Exercise directions:
Return each record word for word, keeping none of its pictures.

Supplied data:
- Opening Delimiter -

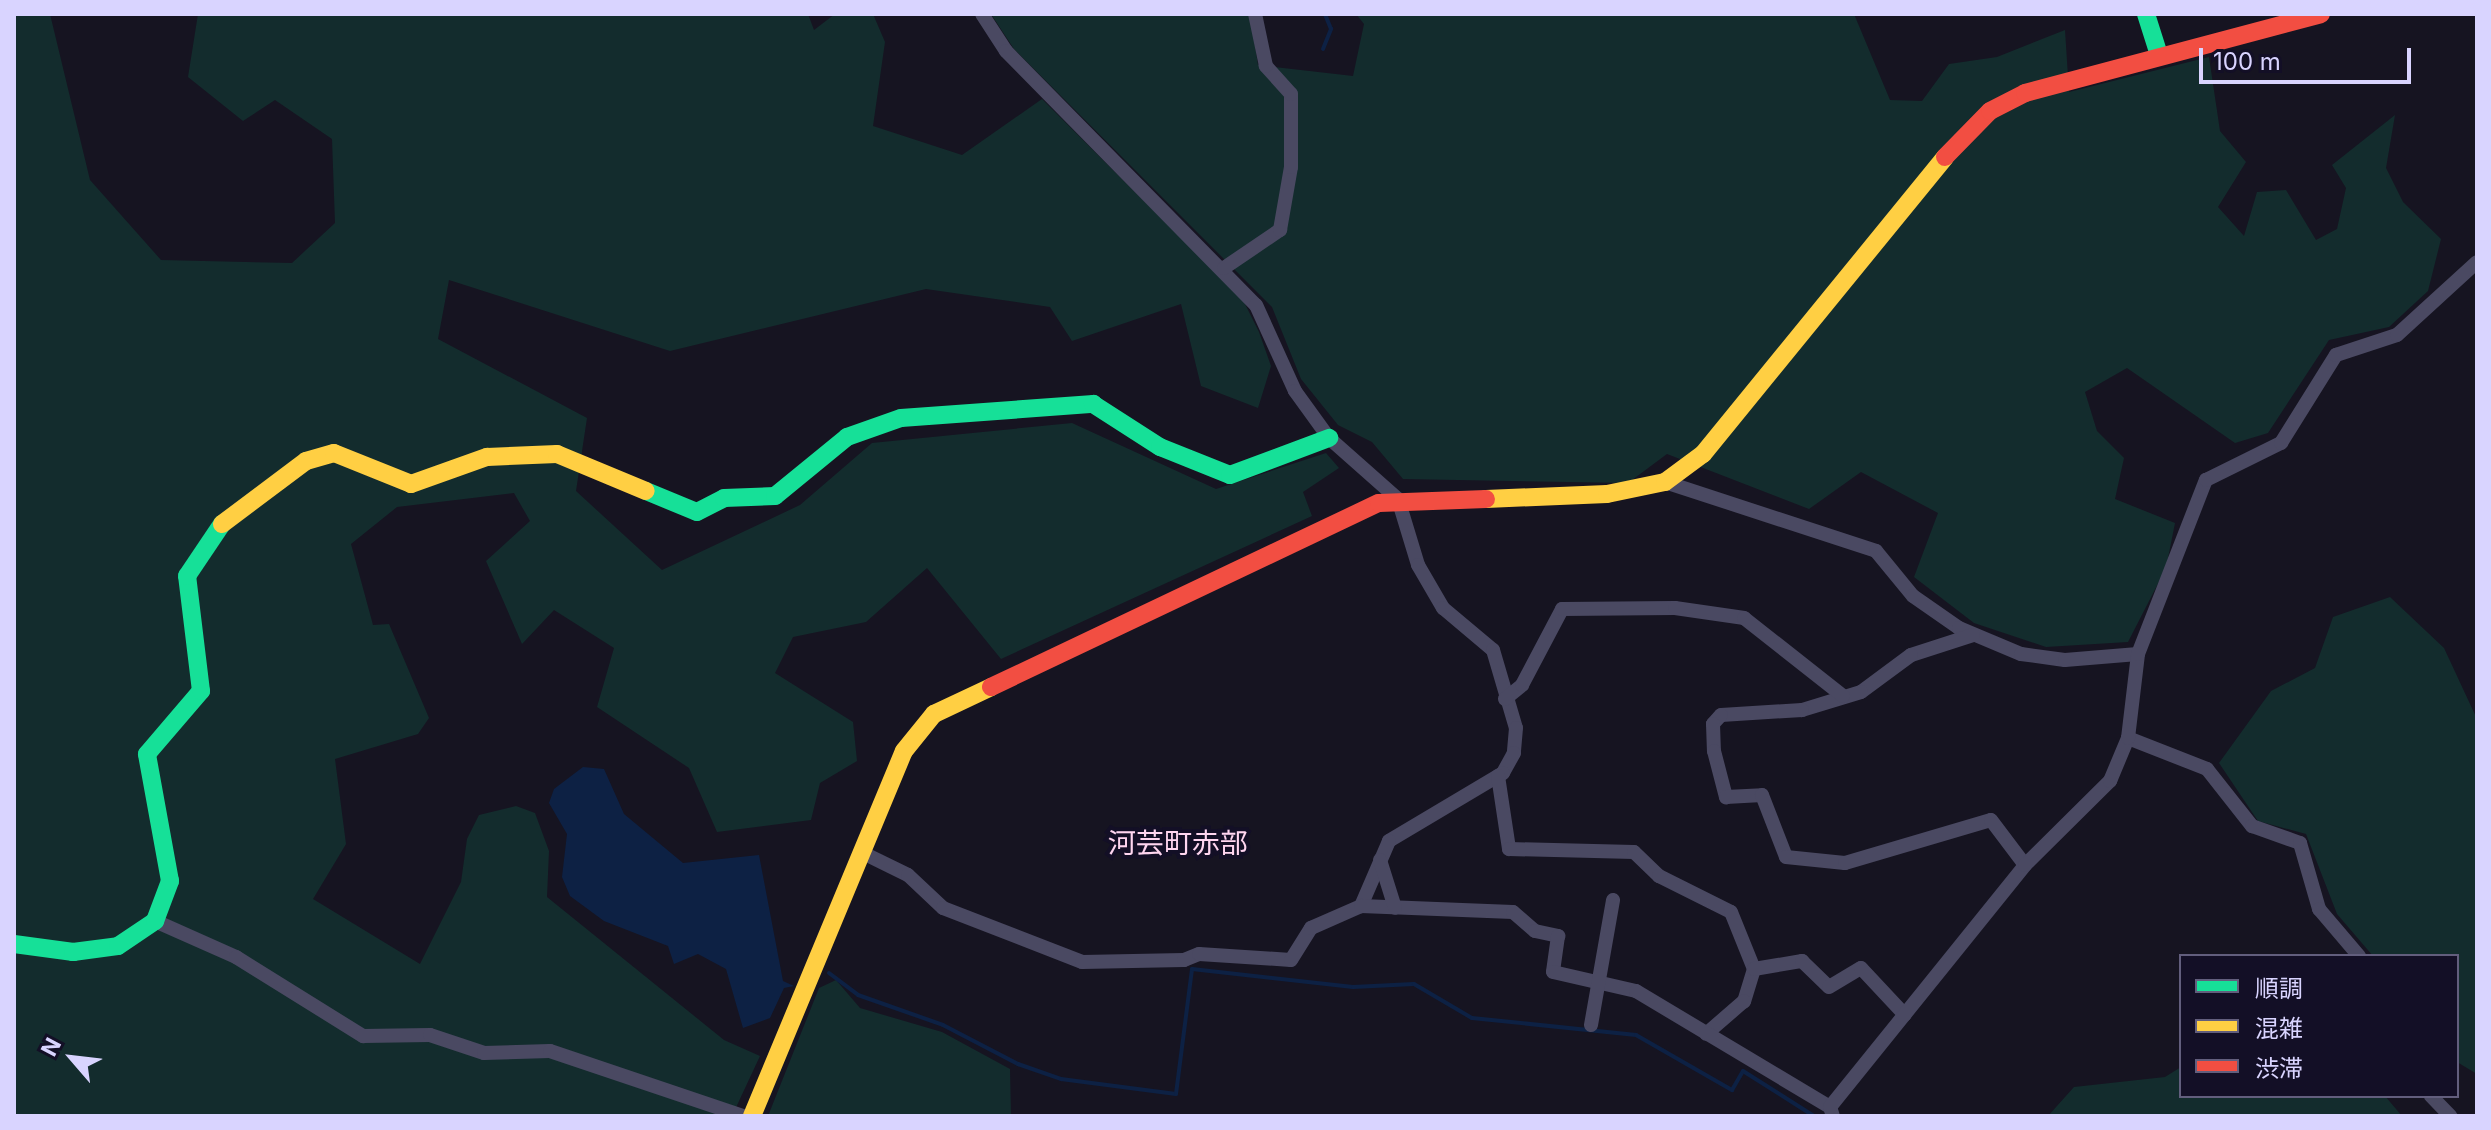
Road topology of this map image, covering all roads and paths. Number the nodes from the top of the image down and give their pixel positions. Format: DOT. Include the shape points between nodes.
graph roads {
  1 [pos="982,14"];
  2 [pos="1255,14"];
  3 [pos="2146,14"];
  4 [pos="2321,14"];
  5 [pos="2159,55"];
  6 [pos="2477,262"];
  7 [pos="1224,268"];
  8 [pos="1329,438"];
  9 [pos="1665,482"];
  10 [pos="1398,499"];
  11 [pos="1973,635"];
  12 [pos="2138,654"];
  13 [pos="1843,696"];
  14 [pos="1505,699"];
  15 [pos="2128,738"];
  16 [pos="1498,776"];
  17 [pos="861,852"];
  18 [pos="1380,860"];
  19 [pos="2025,865"];
  20 [pos="1613,900"];
  21 [pos="1361,906"];
  22 [pos="1395,908"];
  23 [pos="155,921"];
  24 [pos="14,944"];
  25 [pos="2357,954"];
  26 [pos="1754,969"];
  27 [pos="1601,981"];
  28 [pos="1905,1015"];
  29 [pos="1591,1025"];
  30 [pos="1706,1034"];
  31 [pos="2433,1098"];
  32 [pos="1832,1111"];
  33 [pos="743,1116"];
  34 [pos="752,1116"];
  35 [pos="2450,1116"];
  1 -- 7 [label="street" via="1006,51"];
  2 -- 7 [label="street" via="1266,66 1291,94 1289,181 1280,230"];
  3 -- 5 [label="street"];
  4 -- 5 [label="street"];
  5 -- 9 [label="street" via="2025,93 1975,123 1703,454"];
  6 -- 12 [label="street" via="2397,335 2336,355 2281,443 2206,480"];
  7 -- 8 [label="street" via="1256,305 1295,391"];
  8 -- 10 [label="street"];
  8 -- 23 [label="street" via="1230,475 1148,441 1093,404 901,418 847,437 775,496 724,498 697,512 557,454 487,457 411,484 334,453 306,461 213,530 187,576 201,691 147,754 170,881"];
  9 -- 10 [label="street" via="1607,494"];
  9 -- 11 [label="street" via="1876,551 1913,596"];
  10 -- 14 [label="street" via="1418,565 1443,608 1493,650"];
  10 -- 17 [label="street" via="946,706 912,738"];
  11 -- 12 [label="street" via="2047,660"];
  11 -- 13 [label="street" via="1911,655 1875,685"];
  12 -- 15 [label="street"];
  13 -- 14 [label="street" via="1744,618 1647,608 1558,612 1526,679"];
  13 -- 19 [label="street" via="1802,710 1727,712 1713,724 1726,797 1762,795 1786,857 1845,863 1991,820"];
  14 -- 16 [label="street" via="1516,743"];
  15 -- 19 [label="street" via="2110,781"];
  15 -- 25 [label="street" via="2207,769 2252,826 2300,843 2319,909"];
  16 -- 18 [label="street" via="1405,829"];
  16 -- 26 [label="street" via="1509,849 1634,852 1659,876 1731,912"];
  17 -- 21 [label="street" via="908,875 943,908 1082,962 1184,960 1199,954 1291,960 1311,928"];
  17 -- 34 [label="street"];
  18 -- 21 [label="street"];
  18 -- 22 [label="street"];
  19 -- 28 [label="street"];
  20 -- 27 [label="street"];
  21 -- 22 [label="street"];
  22 -- 27 [label="street" via="1513,912 1535,931 1558,936 1553,972"];
  23 -- 24 [label="street" via="118,946 73,952"];
  23 -- 33 [label="street" via="236,957 363,1036 430,1035 484,1053 558,1052"];
  26 -- 28 [label="street" via="1802,961 1829,987 1861,968"];
  26 -- 30 [label="street" via="1744,1001"];
  27 -- 29 [label="street"];
  27 -- 30 [label="street" via="1636,991"];
  28 -- 32 [label="street"];
  30 -- 32 [label="street"];
  31 -- 35 [label="street"];
}
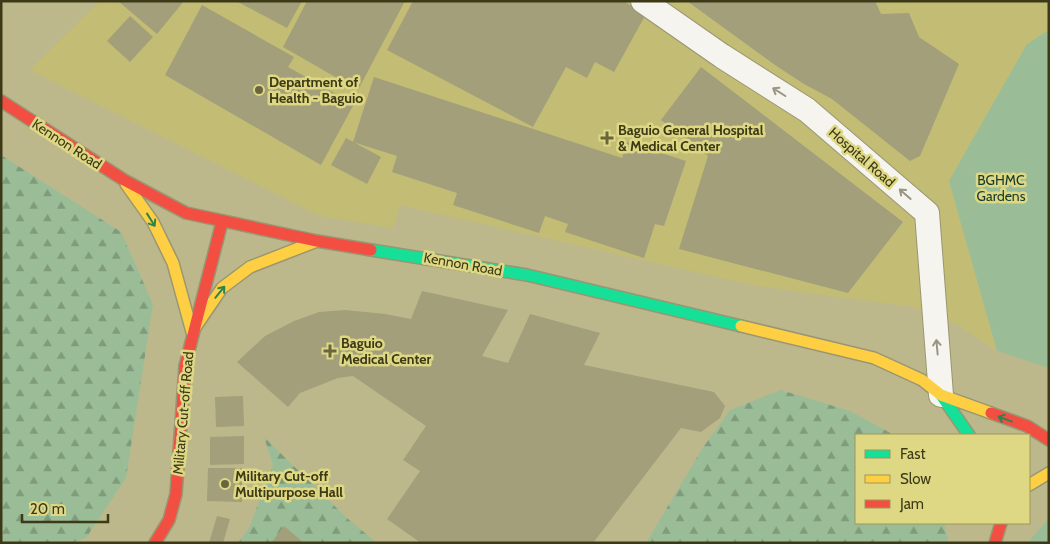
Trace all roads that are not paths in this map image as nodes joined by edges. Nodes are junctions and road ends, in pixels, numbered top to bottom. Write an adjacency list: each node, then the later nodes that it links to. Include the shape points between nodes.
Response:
1 (643, 1): 7 (street, Hospital Road, one-way to 1, via 927,213 807,110)
2 (1, 101): 3 (main road, Kennon Road)
3 (124, 180): 4 (main road, Kennon Road, via 186,213); 6 (main road, one-way to 6, via 153,222 173,263)
4 (222, 222): 5 (main road, Kennon Road); 6 (main road, Military Cut-off Road)
5 (317, 241): 6 (main road, one-way to 5, via 222,288 250,267); 7 (main road, Kennon Road, via 528,275 819,344 874,358 922,380)
6 (192, 332): 13 (main road, Military Cut-off Road, via 185,366 176,494 169,520)
7 (941, 395): 8 (main road, Kennon Road); 9 (main road, Kennon Road, one-way to 7, via 1027,426)
8 (968, 434)
9 (1049, 440)
10 (1049, 473): 11 (main road)
11 (1030, 484)
12 (1001, 524): 14 (main road)
13 (155, 543)
14 (995, 543)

- Closing Delimiter -

Response to the task:
Road topology of this map image, covering all roads and paths. Number the nodes from the top of the image down and give their pixel positions. Format: DOT. Include the shape points between nodes.
graph roads {
  1 [pos="982,14"];
  2 [pos="1255,14"];
  3 [pos="2146,14"];
  4 [pos="2321,14"];
  5 [pos="2159,55"];
  6 [pos="2477,262"];
  7 [pos="1224,268"];
  8 [pos="1329,438"];
  9 [pos="1665,482"];
  10 [pos="1398,499"];
  11 [pos="1973,635"];
  12 [pos="2138,654"];
  13 [pos="1843,696"];
  14 [pos="1505,699"];
  15 [pos="2128,738"];
  16 [pos="1498,776"];
  17 [pos="861,852"];
  18 [pos="1380,860"];
  19 [pos="2025,865"];
  20 [pos="1613,900"];
  21 [pos="1361,906"];
  22 [pos="1395,908"];
  23 [pos="155,921"];
  24 [pos="14,944"];
  25 [pos="2357,954"];
  26 [pos="1754,969"];
  27 [pos="1601,981"];
  28 [pos="1905,1015"];
  29 [pos="1591,1025"];
  30 [pos="1706,1034"];
  31 [pos="2433,1098"];
  32 [pos="1832,1111"];
  33 [pos="743,1116"];
  34 [pos="752,1116"];
  35 [pos="2450,1116"];
  1 -- 7 [label="street" via="1006,51"];
  2 -- 7 [label="street" via="1266,66 1291,94 1289,181 1280,230"];
  3 -- 5 [label="street"];
  4 -- 5 [label="street"];
  5 -- 9 [label="street" via="2025,93 1975,123 1703,454"];
  6 -- 12 [label="street" via="2397,335 2336,355 2281,443 2206,480"];
  7 -- 8 [label="street" via="1256,305 1295,391"];
  8 -- 10 [label="street"];
  8 -- 23 [label="street" via="1230,475 1148,441 1093,404 901,418 847,437 775,496 724,498 697,512 557,454 487,457 411,484 334,453 306,461 213,530 187,576 201,691 147,754 170,881"];
  9 -- 10 [label="street" via="1607,494"];
  9 -- 11 [label="street" via="1876,551 1913,596"];
  10 -- 14 [label="street" via="1418,565 1443,608 1493,650"];
  10 -- 17 [label="street" via="946,706 912,738"];
  11 -- 12 [label="street" via="2047,660"];
  11 -- 13 [label="street" via="1911,655 1875,685"];
  12 -- 15 [label="street"];
  13 -- 14 [label="street" via="1744,618 1647,608 1558,612 1526,679"];
  13 -- 19 [label="street" via="1802,710 1727,712 1713,724 1726,797 1762,795 1786,857 1845,863 1991,820"];
  14 -- 16 [label="street" via="1516,743"];
  15 -- 19 [label="street" via="2110,781"];
  15 -- 25 [label="street" via="2207,769 2252,826 2300,843 2319,909"];
  16 -- 18 [label="street" via="1405,829"];
  16 -- 26 [label="street" via="1509,849 1634,852 1659,876 1731,912"];
  17 -- 21 [label="street" via="908,875 943,908 1082,962 1184,960 1199,954 1291,960 1311,928"];
  17 -- 34 [label="street"];
  18 -- 21 [label="street"];
  18 -- 22 [label="street"];
  19 -- 28 [label="street"];
  20 -- 27 [label="street"];
  21 -- 22 [label="street"];
  22 -- 27 [label="street" via="1513,912 1535,931 1558,936 1553,972"];
  23 -- 24 [label="street" via="118,946 73,952"];
  23 -- 33 [label="street" via="236,957 363,1036 430,1035 484,1053 558,1052"];
  26 -- 28 [label="street" via="1802,961 1829,987 1861,968"];
  26 -- 30 [label="street" via="1744,1001"];
  27 -- 29 [label="street"];
  27 -- 30 [label="street" via="1636,991"];
  28 -- 32 [label="street"];
  30 -- 32 [label="street"];
  31 -- 35 [label="street"];
}
Trace all roads that are not paths in this map image as nodes joined by edges. Nodes are junctions and road ends, in pixels, numbered top to bottom. Write an adjacency list: each node, then the later nodes that it links to. Include the shape points between nodes.
Response:
1 (643, 1): 7 (street, Hospital Road, one-way to 1, via 927,213 807,110)
2 (1, 101): 3 (main road, Kennon Road)
3 (124, 180): 4 (main road, Kennon Road, via 186,213); 6 (main road, one-way to 6, via 153,222 173,263)
4 (222, 222): 5 (main road, Kennon Road); 6 (main road, Military Cut-off Road)
5 (317, 241): 6 (main road, one-way to 5, via 222,288 250,267); 7 (main road, Kennon Road, via 528,275 819,344 874,358 922,380)
6 (192, 332): 13 (main road, Military Cut-off Road, via 185,366 176,494 169,520)
7 (941, 395): 8 (main road, Kennon Road); 9 (main road, Kennon Road, one-way to 7, via 1027,426)
8 (968, 434)
9 (1049, 440)
10 (1049, 473): 11 (main road)
11 (1030, 484)
12 (1001, 524): 14 (main road)
13 (155, 543)
14 (995, 543)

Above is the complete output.